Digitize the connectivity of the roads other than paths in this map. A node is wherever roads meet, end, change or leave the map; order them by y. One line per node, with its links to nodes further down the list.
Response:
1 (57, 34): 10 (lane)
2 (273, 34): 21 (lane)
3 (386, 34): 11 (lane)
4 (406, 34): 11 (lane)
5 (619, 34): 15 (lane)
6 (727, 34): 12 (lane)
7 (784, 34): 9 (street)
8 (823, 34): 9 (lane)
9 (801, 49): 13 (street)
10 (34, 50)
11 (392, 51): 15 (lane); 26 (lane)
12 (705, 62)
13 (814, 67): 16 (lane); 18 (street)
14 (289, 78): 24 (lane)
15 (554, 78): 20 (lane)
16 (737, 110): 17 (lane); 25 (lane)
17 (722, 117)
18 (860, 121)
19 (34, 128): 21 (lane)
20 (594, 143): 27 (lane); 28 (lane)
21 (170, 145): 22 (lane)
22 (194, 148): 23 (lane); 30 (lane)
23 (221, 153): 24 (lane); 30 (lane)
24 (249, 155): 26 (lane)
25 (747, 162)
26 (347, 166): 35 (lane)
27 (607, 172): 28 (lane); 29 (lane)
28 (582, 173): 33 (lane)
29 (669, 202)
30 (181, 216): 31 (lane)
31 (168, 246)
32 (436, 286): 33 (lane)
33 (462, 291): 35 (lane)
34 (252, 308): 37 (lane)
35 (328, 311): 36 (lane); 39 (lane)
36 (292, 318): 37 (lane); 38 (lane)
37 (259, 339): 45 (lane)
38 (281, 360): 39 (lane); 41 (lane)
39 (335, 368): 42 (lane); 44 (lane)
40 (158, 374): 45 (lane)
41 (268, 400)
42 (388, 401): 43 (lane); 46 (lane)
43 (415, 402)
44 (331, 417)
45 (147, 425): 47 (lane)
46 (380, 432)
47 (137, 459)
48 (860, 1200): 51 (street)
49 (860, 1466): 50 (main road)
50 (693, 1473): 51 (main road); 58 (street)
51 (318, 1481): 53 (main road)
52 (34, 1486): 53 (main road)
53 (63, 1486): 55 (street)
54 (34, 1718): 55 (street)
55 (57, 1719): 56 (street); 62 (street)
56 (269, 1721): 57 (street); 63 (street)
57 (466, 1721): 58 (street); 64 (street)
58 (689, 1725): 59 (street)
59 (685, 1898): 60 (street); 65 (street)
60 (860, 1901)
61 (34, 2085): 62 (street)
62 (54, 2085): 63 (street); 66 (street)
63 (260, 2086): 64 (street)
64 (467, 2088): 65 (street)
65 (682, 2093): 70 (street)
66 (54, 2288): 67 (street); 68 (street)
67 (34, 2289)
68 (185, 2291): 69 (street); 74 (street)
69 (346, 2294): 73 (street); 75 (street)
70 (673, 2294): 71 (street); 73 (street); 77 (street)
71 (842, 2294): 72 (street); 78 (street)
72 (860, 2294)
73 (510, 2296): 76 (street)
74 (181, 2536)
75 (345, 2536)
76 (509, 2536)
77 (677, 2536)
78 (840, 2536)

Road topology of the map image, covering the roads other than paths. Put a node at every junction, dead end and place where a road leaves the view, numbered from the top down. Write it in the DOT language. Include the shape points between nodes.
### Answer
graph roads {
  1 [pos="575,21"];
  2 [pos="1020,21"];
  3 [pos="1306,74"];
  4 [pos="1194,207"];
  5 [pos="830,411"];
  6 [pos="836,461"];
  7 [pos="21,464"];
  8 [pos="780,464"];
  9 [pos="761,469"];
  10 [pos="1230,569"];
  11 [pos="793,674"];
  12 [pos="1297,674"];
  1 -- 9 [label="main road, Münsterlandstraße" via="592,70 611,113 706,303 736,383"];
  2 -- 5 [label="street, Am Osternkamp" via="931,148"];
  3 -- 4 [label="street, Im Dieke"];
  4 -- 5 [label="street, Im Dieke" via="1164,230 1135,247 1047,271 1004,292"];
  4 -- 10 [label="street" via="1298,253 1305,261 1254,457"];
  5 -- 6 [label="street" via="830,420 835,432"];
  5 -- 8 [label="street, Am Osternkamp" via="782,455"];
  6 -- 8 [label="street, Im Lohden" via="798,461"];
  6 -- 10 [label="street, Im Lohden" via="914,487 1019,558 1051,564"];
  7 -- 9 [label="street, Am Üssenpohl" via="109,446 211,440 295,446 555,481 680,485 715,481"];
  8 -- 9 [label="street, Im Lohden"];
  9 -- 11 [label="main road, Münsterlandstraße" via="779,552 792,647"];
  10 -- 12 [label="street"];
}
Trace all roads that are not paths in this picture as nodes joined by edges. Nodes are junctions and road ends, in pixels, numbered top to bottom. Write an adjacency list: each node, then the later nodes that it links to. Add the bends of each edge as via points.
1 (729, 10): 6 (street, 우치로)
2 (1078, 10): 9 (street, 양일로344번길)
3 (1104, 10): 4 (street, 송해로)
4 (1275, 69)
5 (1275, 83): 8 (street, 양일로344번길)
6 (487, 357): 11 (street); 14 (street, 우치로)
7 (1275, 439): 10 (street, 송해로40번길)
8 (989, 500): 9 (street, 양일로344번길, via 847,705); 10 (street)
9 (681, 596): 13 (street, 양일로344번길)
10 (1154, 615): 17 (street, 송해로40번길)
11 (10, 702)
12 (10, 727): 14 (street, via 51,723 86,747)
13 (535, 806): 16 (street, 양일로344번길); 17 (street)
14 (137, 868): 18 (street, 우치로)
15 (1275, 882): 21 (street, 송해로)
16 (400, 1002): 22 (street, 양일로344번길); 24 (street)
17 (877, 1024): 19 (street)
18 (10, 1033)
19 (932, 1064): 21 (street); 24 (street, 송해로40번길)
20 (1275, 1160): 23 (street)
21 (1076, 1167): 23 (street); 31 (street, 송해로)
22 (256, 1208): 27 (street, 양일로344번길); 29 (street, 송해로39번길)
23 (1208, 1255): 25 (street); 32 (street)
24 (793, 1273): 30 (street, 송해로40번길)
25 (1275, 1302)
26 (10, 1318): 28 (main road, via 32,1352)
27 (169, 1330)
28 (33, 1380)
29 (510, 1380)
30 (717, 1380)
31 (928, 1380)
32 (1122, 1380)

## TRY IT
Exactly as they appear above, copy out all the records.

## ANSWER SECTION
Digitize the connectivity of the roads other than paths in this map. A node is wherever roads meet, end, change or leave the map; order them by y. One line per node, with its links to nodes further down the list.
Response:
1 (57, 34): 10 (lane)
2 (273, 34): 21 (lane)
3 (386, 34): 11 (lane)
4 (406, 34): 11 (lane)
5 (619, 34): 15 (lane)
6 (727, 34): 12 (lane)
7 (784, 34): 9 (street)
8 (823, 34): 9 (lane)
9 (801, 49): 13 (street)
10 (34, 50)
11 (392, 51): 15 (lane); 26 (lane)
12 (705, 62)
13 (814, 67): 16 (lane); 18 (street)
14 (289, 78): 24 (lane)
15 (554, 78): 20 (lane)
16 (737, 110): 17 (lane); 25 (lane)
17 (722, 117)
18 (860, 121)
19 (34, 128): 21 (lane)
20 (594, 143): 27 (lane); 28 (lane)
21 (170, 145): 22 (lane)
22 (194, 148): 23 (lane); 30 (lane)
23 (221, 153): 24 (lane); 30 (lane)
24 (249, 155): 26 (lane)
25 (747, 162)
26 (347, 166): 35 (lane)
27 (607, 172): 28 (lane); 29 (lane)
28 (582, 173): 33 (lane)
29 (669, 202)
30 (181, 216): 31 (lane)
31 (168, 246)
32 (436, 286): 33 (lane)
33 (462, 291): 35 (lane)
34 (252, 308): 37 (lane)
35 (328, 311): 36 (lane); 39 (lane)
36 (292, 318): 37 (lane); 38 (lane)
37 (259, 339): 45 (lane)
38 (281, 360): 39 (lane); 41 (lane)
39 (335, 368): 42 (lane); 44 (lane)
40 (158, 374): 45 (lane)
41 (268, 400)
42 (388, 401): 43 (lane); 46 (lane)
43 (415, 402)
44 (331, 417)
45 (147, 425): 47 (lane)
46 (380, 432)
47 (137, 459)
48 (860, 1200): 51 (street)
49 (860, 1466): 50 (main road)
50 (693, 1473): 51 (main road); 58 (street)
51 (318, 1481): 53 (main road)
52 (34, 1486): 53 (main road)
53 (63, 1486): 55 (street)
54 (34, 1718): 55 (street)
55 (57, 1719): 56 (street); 62 (street)
56 (269, 1721): 57 (street); 63 (street)
57 (466, 1721): 58 (street); 64 (street)
58 (689, 1725): 59 (street)
59 (685, 1898): 60 (street); 65 (street)
60 (860, 1901)
61 (34, 2085): 62 (street)
62 (54, 2085): 63 (street); 66 (street)
63 (260, 2086): 64 (street)
64 (467, 2088): 65 (street)
65 (682, 2093): 70 (street)
66 (54, 2288): 67 (street); 68 (street)
67 (34, 2289)
68 (185, 2291): 69 (street); 74 (street)
69 (346, 2294): 73 (street); 75 (street)
70 (673, 2294): 71 (street); 73 (street); 77 (street)
71 (842, 2294): 72 (street); 78 (street)
72 (860, 2294)
73 (510, 2296): 76 (street)
74 (181, 2536)
75 (345, 2536)
76 (509, 2536)
77 (677, 2536)
78 (840, 2536)

Road topology of the map image, covering the roads other than paths. Put a node at every junction, dead end and place where a road leaves the view, numbered from the top down. Write it in the DOT language. Include the shape points between nodes.
### Answer
graph roads {
  1 [pos="575,21"];
  2 [pos="1020,21"];
  3 [pos="1306,74"];
  4 [pos="1194,207"];
  5 [pos="830,411"];
  6 [pos="836,461"];
  7 [pos="21,464"];
  8 [pos="780,464"];
  9 [pos="761,469"];
  10 [pos="1230,569"];
  11 [pos="793,674"];
  12 [pos="1297,674"];
  1 -- 9 [label="main road, Münsterlandstraße" via="592,70 611,113 706,303 736,383"];
  2 -- 5 [label="street, Am Osternkamp" via="931,148"];
  3 -- 4 [label="street, Im Dieke"];
  4 -- 5 [label="street, Im Dieke" via="1164,230 1135,247 1047,271 1004,292"];
  4 -- 10 [label="street" via="1298,253 1305,261 1254,457"];
  5 -- 6 [label="street" via="830,420 835,432"];
  5 -- 8 [label="street, Am Osternkamp" via="782,455"];
  6 -- 8 [label="street, Im Lohden" via="798,461"];
  6 -- 10 [label="street, Im Lohden" via="914,487 1019,558 1051,564"];
  7 -- 9 [label="street, Am Üssenpohl" via="109,446 211,440 295,446 555,481 680,485 715,481"];
  8 -- 9 [label="street, Im Lohden"];
  9 -- 11 [label="main road, Münsterlandstraße" via="779,552 792,647"];
  10 -- 12 [label="street"];
}
Trace all roads that are not paths in this picture as nodes joined by edges. Nodes are junctions and road ends, in pixels, numbered top to bottom. Write an adjacency list: each node, then the later nodes that it links to. Add the bends of each edge as via points.
1 (729, 10): 6 (street, 우치로)
2 (1078, 10): 9 (street, 양일로344번길)
3 (1104, 10): 4 (street, 송해로)
4 (1275, 69)
5 (1275, 83): 8 (street, 양일로344번길)
6 (487, 357): 11 (street); 14 (street, 우치로)
7 (1275, 439): 10 (street, 송해로40번길)
8 (989, 500): 9 (street, 양일로344번길, via 847,705); 10 (street)
9 (681, 596): 13 (street, 양일로344번길)
10 (1154, 615): 17 (street, 송해로40번길)
11 (10, 702)
12 (10, 727): 14 (street, via 51,723 86,747)
13 (535, 806): 16 (street, 양일로344번길); 17 (street)
14 (137, 868): 18 (street, 우치로)
15 (1275, 882): 21 (street, 송해로)
16 (400, 1002): 22 (street, 양일로344번길); 24 (street)
17 (877, 1024): 19 (street)
18 (10, 1033)
19 (932, 1064): 21 (street); 24 (street, 송해로40번길)
20 (1275, 1160): 23 (street)
21 (1076, 1167): 23 (street); 31 (street, 송해로)
22 (256, 1208): 27 (street, 양일로344번길); 29 (street, 송해로39번길)
23 (1208, 1255): 25 (street); 32 (street)
24 (793, 1273): 30 (street, 송해로40번길)
25 (1275, 1302)
26 (10, 1318): 28 (main road, via 32,1352)
27 (169, 1330)
28 (33, 1380)
29 (510, 1380)
30 (717, 1380)
31 (928, 1380)
32 (1122, 1380)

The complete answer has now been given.